Here’s how an international bestseller got a grand Malaysian treatment.
IF all goes well, our unique Malaysian (slash Singaporean) accent will be all over a major Hollywood production.
And who should be speaking it on our behalf? None other than Tan Sri Michelle Yeoh in the upcoming Warner Brothers film, Crazy Rich Asians (CRA).
For those who haven’t cottoned on, CRA is the bestselling novel by Kevin Kwan set in Singapore about, well, crazy rich Singaporeans. The film version is currently being filmed in ... drum roll please ...Malaysia.
“Because the family home of the lead character, Nick Young, is palatial and we couldn’t find such a place in Singapore,” Adele Lim tells me.
And who is Adele?
She is the scriptwriter for the movie and the only Malaysian-born TV writer in Hollywood. I couldn’t be prouder.
Why am I proud?
Because Adele used to write for me. Or more specifically, she wrote a column called Life! in Section 2 (now Star2) as a teenager and undergraduate, when I was the editor.
The young woman I knew more than 20 years ago has certainly grown up and very nicely too.
She was our youngest columnist and even at that age, she had a gift with words. After she graduated, she headed for Hollywood to get into TV work.
She got her break as a writer’s assistant, which is an entry-level position, on Xena Warrior Princess and went on to work her way up the very competitive pecking order of TV writing and production. (Google her to find out more of her amazing success story.)
At 42, she is now a bona fide Hollywood TV writer of 16 years. CRA is her first feature film and it was Jon Chu, the director, who got her on board.
“I had developed a TV show with Jon. Although that didn’t materialise, we had a good working experience,” says Adele.

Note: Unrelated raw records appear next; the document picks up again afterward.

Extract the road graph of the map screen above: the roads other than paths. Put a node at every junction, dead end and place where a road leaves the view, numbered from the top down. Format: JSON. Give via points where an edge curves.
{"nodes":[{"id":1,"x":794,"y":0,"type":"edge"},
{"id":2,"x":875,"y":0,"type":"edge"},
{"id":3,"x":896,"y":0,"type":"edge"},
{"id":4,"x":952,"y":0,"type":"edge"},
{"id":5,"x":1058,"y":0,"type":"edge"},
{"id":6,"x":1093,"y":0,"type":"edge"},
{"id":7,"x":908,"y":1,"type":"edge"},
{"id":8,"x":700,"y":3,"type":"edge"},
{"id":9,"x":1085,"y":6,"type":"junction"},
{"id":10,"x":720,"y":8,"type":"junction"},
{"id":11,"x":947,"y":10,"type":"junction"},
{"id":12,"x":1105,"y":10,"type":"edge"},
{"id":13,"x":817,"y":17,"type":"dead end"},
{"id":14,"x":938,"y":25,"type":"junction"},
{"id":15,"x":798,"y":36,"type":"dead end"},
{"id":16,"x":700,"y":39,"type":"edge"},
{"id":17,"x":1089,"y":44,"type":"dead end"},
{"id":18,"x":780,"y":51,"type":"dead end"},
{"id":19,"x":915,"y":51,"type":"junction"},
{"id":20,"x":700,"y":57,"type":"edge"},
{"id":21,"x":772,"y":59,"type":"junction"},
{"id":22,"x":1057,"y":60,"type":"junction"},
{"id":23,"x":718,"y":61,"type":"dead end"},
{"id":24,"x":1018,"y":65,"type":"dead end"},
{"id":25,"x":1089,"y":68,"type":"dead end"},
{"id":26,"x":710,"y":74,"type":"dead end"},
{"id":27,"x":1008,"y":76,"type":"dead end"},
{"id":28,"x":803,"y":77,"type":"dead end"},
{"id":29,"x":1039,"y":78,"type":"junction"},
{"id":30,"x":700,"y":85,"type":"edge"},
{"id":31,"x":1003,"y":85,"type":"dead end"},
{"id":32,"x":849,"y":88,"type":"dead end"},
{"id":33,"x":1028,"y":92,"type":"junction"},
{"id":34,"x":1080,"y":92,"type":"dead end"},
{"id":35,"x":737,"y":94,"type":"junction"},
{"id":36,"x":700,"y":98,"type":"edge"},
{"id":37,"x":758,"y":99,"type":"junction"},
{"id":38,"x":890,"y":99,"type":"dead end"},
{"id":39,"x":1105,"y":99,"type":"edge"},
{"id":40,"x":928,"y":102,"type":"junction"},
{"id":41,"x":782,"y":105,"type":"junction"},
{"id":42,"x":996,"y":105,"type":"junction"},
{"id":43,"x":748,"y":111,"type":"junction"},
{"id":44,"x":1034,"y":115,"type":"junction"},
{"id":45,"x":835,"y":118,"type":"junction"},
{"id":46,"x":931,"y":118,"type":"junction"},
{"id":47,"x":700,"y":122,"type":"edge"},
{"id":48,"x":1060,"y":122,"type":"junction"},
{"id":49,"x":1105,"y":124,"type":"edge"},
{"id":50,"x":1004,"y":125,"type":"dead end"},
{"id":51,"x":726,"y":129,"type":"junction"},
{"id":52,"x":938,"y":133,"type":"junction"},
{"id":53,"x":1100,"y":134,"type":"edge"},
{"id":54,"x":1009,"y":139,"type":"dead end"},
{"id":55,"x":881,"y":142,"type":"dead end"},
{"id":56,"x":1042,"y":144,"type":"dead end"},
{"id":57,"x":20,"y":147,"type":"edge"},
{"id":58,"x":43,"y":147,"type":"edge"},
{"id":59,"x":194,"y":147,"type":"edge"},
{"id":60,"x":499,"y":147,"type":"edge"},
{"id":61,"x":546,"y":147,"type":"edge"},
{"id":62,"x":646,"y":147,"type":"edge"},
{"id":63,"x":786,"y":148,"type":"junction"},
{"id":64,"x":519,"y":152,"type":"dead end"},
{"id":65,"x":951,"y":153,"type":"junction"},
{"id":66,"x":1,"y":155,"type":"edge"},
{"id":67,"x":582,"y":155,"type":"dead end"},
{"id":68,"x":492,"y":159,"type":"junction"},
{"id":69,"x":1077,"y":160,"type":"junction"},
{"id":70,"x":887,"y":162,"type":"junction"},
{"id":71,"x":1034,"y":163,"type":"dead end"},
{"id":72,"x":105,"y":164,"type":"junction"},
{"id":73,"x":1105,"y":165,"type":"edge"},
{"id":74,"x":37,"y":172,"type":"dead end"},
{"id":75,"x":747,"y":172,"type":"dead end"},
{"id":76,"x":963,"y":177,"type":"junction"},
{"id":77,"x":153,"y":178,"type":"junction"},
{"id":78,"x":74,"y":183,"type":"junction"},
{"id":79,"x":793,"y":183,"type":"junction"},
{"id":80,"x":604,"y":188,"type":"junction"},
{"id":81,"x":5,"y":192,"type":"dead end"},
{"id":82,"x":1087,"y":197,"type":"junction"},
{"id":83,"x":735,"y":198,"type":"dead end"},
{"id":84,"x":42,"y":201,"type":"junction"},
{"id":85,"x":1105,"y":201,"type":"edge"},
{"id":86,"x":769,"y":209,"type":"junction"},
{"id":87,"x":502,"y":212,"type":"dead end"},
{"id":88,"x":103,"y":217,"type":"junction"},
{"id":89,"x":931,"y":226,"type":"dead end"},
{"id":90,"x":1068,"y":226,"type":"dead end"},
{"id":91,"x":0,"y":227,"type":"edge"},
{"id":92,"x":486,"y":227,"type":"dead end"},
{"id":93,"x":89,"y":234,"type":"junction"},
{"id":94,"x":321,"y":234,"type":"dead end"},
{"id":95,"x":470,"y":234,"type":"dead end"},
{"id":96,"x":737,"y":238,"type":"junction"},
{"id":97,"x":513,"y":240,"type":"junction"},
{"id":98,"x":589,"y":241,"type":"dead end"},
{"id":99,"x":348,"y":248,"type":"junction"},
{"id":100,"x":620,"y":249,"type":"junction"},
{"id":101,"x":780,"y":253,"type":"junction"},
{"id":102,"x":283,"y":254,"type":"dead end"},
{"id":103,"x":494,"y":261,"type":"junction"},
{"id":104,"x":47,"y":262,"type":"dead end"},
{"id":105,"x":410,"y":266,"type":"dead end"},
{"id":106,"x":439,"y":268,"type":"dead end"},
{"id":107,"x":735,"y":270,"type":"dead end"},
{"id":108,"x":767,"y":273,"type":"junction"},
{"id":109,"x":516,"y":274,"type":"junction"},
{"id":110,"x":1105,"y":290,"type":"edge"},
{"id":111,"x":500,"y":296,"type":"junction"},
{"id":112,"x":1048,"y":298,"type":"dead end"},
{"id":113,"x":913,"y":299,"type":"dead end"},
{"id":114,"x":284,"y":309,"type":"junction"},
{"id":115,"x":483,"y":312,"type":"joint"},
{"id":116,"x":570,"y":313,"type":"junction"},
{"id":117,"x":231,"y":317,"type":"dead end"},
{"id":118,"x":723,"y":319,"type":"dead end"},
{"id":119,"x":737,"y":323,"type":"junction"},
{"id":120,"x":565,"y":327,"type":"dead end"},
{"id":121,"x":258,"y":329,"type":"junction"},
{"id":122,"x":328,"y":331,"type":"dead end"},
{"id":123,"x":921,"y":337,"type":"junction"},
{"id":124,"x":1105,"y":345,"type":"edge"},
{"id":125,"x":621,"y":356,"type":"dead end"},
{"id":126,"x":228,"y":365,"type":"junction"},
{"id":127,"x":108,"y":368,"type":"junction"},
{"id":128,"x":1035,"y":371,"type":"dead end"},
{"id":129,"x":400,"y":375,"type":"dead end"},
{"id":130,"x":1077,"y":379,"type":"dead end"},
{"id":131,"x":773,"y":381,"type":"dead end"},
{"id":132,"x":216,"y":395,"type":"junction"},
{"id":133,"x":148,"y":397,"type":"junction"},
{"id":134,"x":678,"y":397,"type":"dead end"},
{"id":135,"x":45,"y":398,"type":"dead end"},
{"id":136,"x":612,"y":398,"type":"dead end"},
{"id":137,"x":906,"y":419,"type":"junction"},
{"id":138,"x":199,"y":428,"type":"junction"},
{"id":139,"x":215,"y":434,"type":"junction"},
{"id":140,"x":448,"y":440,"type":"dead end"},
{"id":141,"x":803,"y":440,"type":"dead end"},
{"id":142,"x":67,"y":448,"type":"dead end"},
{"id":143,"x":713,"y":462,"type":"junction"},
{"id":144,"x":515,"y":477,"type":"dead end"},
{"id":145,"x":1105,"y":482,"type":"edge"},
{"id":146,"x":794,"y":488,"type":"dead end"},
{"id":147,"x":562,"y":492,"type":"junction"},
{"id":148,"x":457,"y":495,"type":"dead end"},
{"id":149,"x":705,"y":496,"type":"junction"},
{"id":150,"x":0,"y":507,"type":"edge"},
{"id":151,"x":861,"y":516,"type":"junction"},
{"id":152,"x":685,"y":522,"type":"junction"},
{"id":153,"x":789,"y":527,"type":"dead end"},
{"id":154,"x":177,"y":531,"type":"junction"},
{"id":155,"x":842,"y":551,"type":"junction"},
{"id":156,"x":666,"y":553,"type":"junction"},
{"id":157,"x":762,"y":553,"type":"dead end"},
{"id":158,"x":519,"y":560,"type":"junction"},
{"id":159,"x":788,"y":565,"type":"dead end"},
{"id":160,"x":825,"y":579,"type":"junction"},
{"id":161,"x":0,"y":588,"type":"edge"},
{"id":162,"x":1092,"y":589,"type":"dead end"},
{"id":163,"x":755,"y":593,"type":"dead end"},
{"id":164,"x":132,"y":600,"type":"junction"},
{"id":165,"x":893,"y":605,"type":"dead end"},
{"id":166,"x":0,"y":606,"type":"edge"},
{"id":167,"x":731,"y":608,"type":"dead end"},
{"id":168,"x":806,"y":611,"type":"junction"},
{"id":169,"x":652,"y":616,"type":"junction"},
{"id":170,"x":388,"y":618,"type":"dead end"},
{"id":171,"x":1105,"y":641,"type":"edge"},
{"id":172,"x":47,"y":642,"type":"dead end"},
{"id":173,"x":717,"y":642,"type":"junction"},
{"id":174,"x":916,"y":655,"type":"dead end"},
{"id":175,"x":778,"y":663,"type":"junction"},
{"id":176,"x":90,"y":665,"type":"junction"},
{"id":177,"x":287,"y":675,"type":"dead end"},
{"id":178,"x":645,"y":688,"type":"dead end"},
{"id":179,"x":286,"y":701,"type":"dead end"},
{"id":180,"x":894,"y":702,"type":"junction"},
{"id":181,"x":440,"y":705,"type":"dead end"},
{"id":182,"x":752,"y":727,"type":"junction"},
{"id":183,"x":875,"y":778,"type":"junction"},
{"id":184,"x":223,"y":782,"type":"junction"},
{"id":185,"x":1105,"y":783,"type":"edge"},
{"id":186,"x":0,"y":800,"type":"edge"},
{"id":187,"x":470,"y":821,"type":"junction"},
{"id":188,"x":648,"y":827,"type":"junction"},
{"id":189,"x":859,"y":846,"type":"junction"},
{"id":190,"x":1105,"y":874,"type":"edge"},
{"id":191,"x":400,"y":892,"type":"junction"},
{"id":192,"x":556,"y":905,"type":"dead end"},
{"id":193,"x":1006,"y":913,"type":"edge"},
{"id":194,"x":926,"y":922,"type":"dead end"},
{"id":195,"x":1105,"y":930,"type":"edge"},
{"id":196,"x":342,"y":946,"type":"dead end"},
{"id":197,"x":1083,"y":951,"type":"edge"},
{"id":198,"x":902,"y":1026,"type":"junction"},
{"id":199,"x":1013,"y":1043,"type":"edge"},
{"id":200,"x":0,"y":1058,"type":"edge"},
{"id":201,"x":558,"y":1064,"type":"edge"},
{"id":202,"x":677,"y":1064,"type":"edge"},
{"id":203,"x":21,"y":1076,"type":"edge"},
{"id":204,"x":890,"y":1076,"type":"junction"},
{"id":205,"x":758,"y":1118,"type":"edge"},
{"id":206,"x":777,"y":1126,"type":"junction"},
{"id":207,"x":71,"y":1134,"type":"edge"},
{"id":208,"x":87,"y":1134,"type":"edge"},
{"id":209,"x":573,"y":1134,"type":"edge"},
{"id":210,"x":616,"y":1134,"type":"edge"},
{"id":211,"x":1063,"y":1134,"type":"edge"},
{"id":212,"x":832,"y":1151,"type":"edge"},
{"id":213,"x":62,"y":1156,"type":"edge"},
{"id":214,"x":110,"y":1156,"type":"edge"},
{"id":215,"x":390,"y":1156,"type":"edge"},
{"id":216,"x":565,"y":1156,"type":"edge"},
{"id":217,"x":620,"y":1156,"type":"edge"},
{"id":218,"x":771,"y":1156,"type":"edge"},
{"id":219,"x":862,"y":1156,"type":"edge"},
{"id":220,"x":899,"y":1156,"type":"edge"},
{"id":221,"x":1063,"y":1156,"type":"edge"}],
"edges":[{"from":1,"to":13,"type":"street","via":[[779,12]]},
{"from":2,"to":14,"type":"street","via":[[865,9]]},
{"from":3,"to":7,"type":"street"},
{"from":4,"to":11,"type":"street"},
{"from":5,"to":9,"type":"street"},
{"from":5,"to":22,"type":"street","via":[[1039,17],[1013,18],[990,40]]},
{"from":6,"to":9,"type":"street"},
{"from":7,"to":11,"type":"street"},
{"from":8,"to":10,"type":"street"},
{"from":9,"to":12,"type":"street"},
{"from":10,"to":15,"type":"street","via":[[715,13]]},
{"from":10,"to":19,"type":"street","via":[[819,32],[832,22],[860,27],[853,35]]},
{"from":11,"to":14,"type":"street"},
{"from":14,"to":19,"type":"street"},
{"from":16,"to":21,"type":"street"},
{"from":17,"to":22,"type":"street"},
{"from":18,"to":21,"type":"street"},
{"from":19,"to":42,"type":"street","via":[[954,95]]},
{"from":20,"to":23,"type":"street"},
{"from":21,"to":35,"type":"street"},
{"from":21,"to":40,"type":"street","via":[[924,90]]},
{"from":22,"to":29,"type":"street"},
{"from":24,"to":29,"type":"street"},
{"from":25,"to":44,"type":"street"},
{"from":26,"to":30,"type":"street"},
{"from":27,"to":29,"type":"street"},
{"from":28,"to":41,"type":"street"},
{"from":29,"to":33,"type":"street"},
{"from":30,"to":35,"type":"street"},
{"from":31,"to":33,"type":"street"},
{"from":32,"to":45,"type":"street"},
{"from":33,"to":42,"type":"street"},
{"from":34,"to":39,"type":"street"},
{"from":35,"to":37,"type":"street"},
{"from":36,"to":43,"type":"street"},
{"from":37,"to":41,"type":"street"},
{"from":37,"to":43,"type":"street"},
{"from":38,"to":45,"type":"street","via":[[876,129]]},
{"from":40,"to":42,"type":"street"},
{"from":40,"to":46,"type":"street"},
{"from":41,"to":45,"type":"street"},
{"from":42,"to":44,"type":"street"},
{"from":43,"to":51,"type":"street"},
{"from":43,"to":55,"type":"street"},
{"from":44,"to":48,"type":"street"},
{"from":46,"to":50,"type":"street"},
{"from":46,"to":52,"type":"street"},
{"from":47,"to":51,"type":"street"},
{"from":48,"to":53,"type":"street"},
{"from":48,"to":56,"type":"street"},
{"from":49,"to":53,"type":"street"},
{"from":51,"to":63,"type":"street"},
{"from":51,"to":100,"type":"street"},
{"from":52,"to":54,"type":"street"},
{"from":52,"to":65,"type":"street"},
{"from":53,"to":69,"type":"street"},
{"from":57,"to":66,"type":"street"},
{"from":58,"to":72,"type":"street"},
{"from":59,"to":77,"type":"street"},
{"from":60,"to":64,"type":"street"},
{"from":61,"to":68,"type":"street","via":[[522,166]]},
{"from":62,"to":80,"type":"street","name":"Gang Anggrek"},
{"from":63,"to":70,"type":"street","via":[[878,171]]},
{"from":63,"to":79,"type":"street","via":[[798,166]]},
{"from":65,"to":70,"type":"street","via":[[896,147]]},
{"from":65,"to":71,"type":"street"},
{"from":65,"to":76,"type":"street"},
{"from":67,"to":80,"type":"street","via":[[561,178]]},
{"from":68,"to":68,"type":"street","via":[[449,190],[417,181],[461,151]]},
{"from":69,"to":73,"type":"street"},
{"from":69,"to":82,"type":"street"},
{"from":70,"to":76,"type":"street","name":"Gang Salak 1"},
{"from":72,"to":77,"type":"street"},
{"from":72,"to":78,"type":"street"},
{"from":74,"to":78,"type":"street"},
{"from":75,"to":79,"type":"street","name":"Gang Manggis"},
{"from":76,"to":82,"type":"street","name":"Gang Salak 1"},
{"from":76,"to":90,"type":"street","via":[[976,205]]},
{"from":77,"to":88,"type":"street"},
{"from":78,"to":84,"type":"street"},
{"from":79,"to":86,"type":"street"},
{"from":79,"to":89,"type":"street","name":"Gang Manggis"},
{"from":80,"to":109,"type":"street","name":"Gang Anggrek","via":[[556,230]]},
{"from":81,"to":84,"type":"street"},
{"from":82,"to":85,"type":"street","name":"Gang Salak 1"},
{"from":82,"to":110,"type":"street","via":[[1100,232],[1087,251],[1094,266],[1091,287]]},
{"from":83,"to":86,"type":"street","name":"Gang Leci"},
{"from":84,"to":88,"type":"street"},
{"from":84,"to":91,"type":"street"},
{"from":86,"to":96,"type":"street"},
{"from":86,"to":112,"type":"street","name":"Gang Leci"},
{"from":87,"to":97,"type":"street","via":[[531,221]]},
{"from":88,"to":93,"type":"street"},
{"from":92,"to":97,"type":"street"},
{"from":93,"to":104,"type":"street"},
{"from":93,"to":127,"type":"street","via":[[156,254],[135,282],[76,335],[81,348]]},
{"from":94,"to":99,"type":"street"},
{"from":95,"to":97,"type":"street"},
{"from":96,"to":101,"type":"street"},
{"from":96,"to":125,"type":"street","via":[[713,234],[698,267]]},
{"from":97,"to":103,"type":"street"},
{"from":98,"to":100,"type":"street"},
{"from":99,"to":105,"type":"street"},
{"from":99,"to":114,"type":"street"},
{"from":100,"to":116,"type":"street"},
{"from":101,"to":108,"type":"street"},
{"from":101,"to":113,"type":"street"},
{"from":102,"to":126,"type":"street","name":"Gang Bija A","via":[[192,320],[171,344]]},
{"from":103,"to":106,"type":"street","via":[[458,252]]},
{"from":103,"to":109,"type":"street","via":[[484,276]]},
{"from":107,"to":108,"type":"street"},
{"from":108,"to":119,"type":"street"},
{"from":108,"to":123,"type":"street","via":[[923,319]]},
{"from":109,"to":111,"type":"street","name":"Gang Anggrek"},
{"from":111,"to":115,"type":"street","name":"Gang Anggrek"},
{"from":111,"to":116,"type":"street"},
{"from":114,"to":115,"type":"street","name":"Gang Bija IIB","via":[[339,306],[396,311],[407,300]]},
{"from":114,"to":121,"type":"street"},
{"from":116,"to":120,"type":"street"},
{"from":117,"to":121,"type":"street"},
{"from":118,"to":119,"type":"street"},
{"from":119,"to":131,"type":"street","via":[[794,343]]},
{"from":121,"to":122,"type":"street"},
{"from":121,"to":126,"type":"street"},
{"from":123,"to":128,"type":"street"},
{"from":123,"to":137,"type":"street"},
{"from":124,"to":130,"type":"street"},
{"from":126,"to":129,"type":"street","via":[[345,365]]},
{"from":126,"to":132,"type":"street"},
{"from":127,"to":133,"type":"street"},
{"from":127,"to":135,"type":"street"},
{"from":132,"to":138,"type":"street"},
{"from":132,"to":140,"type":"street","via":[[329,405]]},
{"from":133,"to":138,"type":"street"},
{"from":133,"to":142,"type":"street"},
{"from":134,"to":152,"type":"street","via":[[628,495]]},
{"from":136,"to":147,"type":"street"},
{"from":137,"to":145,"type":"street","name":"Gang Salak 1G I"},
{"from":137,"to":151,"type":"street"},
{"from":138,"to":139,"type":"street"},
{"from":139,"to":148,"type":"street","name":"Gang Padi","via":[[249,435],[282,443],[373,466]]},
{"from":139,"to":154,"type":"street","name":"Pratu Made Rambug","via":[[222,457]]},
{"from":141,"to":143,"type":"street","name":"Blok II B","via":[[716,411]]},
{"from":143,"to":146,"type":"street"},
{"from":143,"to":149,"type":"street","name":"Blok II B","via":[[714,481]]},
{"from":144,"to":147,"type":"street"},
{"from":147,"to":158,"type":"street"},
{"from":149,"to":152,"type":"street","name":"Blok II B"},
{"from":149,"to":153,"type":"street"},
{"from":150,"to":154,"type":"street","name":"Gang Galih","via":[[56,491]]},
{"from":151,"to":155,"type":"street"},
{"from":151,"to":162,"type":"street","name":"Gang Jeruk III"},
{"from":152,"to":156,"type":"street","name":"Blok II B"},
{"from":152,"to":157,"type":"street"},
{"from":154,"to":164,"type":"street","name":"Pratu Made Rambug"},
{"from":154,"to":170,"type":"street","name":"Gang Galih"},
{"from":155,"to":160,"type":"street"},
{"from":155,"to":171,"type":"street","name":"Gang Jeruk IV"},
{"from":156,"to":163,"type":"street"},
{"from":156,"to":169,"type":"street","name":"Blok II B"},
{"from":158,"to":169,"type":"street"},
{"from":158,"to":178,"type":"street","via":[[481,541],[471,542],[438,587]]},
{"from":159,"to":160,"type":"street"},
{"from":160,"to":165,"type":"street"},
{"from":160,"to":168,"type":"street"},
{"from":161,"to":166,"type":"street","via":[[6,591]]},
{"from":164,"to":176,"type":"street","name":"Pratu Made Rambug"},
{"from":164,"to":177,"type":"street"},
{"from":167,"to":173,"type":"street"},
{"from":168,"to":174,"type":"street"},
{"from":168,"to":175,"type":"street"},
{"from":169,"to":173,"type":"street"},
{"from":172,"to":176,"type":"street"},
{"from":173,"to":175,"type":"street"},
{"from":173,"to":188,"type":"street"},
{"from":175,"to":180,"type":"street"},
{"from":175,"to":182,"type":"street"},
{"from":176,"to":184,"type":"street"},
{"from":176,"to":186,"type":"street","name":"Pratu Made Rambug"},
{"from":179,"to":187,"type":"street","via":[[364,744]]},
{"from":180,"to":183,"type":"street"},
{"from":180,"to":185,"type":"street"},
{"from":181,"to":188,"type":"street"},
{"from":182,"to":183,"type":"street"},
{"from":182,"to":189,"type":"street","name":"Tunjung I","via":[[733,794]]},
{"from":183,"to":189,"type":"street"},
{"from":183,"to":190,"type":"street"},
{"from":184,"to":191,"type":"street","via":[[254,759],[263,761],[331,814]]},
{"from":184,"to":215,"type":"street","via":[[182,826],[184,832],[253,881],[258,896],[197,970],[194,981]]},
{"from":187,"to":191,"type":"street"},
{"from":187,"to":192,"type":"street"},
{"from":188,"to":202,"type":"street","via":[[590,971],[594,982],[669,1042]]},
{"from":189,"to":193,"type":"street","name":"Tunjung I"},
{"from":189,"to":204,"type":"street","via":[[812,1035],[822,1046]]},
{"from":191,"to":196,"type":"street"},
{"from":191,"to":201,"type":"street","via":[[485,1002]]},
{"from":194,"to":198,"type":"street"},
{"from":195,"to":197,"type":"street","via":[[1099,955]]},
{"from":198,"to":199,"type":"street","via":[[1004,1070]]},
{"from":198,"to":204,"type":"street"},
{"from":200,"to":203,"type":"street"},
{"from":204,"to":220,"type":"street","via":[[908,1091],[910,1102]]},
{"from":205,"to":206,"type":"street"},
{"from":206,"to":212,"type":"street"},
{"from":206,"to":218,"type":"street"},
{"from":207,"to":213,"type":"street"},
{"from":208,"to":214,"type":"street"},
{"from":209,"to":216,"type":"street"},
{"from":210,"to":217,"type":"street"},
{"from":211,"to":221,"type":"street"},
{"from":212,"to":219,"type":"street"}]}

“A year ago, he called me asking if I had read the book, Crazy Rich Asians. I had heard about it because my mum and aunties had also urged me to read it.
“After Jon’s call, I finally read it and understood why they liked it so much.”
CRA is about American-born Rachel Chu following her boyfriend Nick, an NYU history professor, to Singapore to attend his best friend’s wedding, only to find that Nick’s family is fabulously rich, something he failed to tell her.
And as the blurb on the book puts it, “Her relaxed vacation turns into an obstacle course of old money, new money, nosy relatives and scheming social climbers”, not to mention Nick’s formidable and domineering mother, Eleanor.
“It’s a joyful, fun story and the culture, specifically of the Chinese in South-East Asia, appealed to me,” says Adele.
Funnily enough, she says Chu, an American-born Chinese with several films under his belt, didn’t even know she was from Malaysia. “I might have mentioned it but he didn’t remember.”
Chu says in an interview with Entertainment Weekly that he knew the producers Nina Jacobson and Brad Simpson from Color Force (same company that did the Hunger Games series) and asked for the script.
He read it, loved it and “knew in my heart I had to do it.”
“Obviously, while you’re reading a script you’re going, ‘How are they going to translate this?’... and I knew we could bring it to another level,” he says.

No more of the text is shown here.